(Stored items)

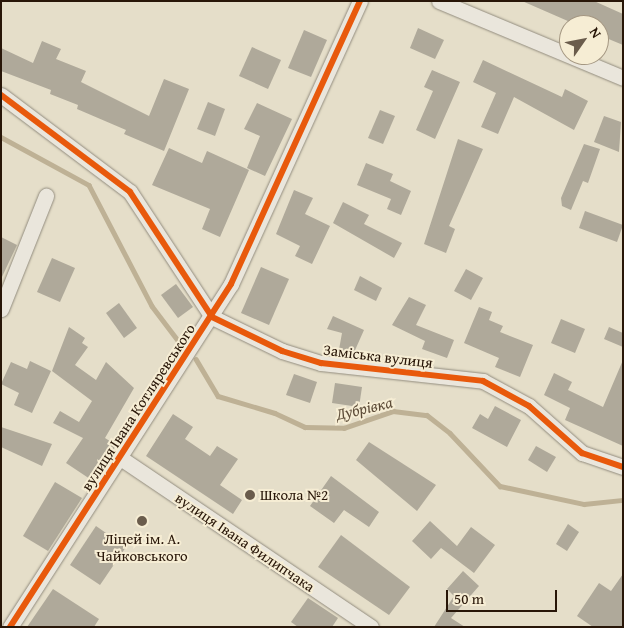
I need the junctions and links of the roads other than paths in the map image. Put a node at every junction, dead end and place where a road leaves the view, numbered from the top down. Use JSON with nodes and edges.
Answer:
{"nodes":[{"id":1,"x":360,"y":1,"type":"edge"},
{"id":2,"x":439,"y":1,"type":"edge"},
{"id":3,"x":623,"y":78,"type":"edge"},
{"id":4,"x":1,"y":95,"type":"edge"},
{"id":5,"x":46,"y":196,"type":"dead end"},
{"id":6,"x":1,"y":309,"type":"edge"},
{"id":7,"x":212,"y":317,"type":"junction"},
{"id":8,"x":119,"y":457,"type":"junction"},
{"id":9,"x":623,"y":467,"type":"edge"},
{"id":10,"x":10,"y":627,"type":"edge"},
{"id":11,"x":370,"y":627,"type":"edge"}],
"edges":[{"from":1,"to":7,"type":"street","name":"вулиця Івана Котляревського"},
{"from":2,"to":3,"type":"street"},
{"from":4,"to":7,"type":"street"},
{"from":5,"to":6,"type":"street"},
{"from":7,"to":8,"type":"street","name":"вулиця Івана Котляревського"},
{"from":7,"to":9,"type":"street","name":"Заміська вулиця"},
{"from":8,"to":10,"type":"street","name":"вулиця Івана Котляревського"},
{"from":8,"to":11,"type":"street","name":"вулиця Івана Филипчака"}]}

§ **Task objective**
All entries above must be printed again verbatim, with images excluded.

§ **Answer to this exercise**
I need the junctions and links of the roads other than paths in the map image. Put a node at every junction, dead end and place where a road leaves the view, numbered from the top down. Use JSON with nodes and edges.
Answer:
{"nodes":[{"id":1,"x":360,"y":1,"type":"edge"},
{"id":2,"x":439,"y":1,"type":"edge"},
{"id":3,"x":623,"y":78,"type":"edge"},
{"id":4,"x":1,"y":95,"type":"edge"},
{"id":5,"x":46,"y":196,"type":"dead end"},
{"id":6,"x":1,"y":309,"type":"edge"},
{"id":7,"x":212,"y":317,"type":"junction"},
{"id":8,"x":119,"y":457,"type":"junction"},
{"id":9,"x":623,"y":467,"type":"edge"},
{"id":10,"x":10,"y":627,"type":"edge"},
{"id":11,"x":370,"y":627,"type":"edge"}],
"edges":[{"from":1,"to":7,"type":"street","name":"вулиця Івана Котляревського"},
{"from":2,"to":3,"type":"street"},
{"from":4,"to":7,"type":"street"},
{"from":5,"to":6,"type":"street"},
{"from":7,"to":8,"type":"street","name":"вулиця Івана Котляревського"},
{"from":7,"to":9,"type":"street","name":"Заміська вулиця"},
{"from":8,"to":10,"type":"street","name":"вулиця Івана Котляревського"},
{"from":8,"to":11,"type":"street","name":"вулиця Івана Филипчака"}]}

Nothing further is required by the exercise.